Shylock targets two Java vulnerabilities, which have been patched by Oracle. Once the loader is installed, it connects to a remote server to receive the Shylock hijacker, the main component that collects information about the compromised computer and sends it to the command-and-control [C&C] server, Symantec said. In addition, the malware downloads a number of components, giving it additional capabilities.
The malware is designed to inject itself into a website, steal cookies and obtain banking account credentials. The malware can passively monitor user traffic or modify it in transit, researchers said.
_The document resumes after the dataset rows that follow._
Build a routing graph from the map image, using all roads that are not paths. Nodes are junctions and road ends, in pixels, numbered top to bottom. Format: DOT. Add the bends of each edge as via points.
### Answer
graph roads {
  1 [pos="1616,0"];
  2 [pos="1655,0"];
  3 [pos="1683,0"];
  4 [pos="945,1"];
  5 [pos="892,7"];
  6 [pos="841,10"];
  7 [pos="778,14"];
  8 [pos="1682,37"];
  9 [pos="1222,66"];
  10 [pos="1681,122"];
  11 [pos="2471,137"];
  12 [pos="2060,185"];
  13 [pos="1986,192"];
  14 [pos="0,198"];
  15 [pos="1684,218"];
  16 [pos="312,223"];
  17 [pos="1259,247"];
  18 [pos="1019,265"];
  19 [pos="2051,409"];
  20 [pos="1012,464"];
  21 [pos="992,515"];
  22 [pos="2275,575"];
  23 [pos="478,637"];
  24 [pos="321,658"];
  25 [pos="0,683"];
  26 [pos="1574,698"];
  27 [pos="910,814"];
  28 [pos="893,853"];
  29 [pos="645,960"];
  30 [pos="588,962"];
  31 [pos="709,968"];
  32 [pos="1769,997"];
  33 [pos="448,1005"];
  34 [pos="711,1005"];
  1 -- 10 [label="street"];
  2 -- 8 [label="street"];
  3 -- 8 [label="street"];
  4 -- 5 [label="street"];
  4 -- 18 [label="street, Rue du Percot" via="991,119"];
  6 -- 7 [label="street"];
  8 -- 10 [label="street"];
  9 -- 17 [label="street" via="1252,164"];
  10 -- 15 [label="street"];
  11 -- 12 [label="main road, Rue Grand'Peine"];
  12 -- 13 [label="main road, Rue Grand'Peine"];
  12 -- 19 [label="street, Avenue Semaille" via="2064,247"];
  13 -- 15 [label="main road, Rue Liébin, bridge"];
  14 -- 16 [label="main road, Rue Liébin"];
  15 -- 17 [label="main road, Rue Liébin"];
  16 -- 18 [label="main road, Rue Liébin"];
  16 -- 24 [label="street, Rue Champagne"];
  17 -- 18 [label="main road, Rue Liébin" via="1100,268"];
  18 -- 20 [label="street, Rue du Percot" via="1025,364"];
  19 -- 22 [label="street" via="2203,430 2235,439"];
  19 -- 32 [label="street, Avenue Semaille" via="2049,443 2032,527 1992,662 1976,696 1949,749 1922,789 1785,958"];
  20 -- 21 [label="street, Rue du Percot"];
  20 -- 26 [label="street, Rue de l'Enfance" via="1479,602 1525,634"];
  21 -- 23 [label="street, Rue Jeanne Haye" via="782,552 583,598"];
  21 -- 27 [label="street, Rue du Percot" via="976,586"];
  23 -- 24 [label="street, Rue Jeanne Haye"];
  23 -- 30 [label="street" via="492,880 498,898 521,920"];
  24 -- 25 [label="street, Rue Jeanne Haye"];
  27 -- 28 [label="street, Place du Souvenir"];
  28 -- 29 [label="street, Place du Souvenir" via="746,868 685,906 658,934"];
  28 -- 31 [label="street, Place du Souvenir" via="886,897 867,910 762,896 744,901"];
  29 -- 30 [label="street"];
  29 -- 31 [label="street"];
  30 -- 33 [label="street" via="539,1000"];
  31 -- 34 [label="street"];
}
It can spread via removable drives and once it has successfully completed an attack, it uninstalls itself.
Symantec said it appears the malware attempts to trick users into downloading it by clicking on image files. "It spreads by replacing different types of document files, located in removable drives and network shares, with links to malicious executable files," Symantec said.
U.K. banks targeted by Shylock Trojan
Shylock was named after the Shakespearian moneylender who demanded a "pound of flesh" as penalty for an unpaid debt. It was first detected in 2011 by researchers at Boston-based Trusteer, and was mainly targeting U.K. banks, including HSBC, RBS and Santander's U.K. operations. Attacks were detected against users of Internet Explorer and Firefox running on Windows.
Shylock is one of a number of banking Trojans, including Zeus and SpyEye, which have been in widespread use by attackers. The malware is designed to steal account credentials and drain money from account holders. One of the tiniest banking Trojans, Tinba, was detected in May by Danish security firm CSIS Security Group A/S. It uses a tiny footprint to avoid detection, but also aims to steal login data and sniff network traffic. Tilon, banking malware detected earlier this month, uses a man-in-the-browser (MitB) attack to sniff traffic and steal credentials.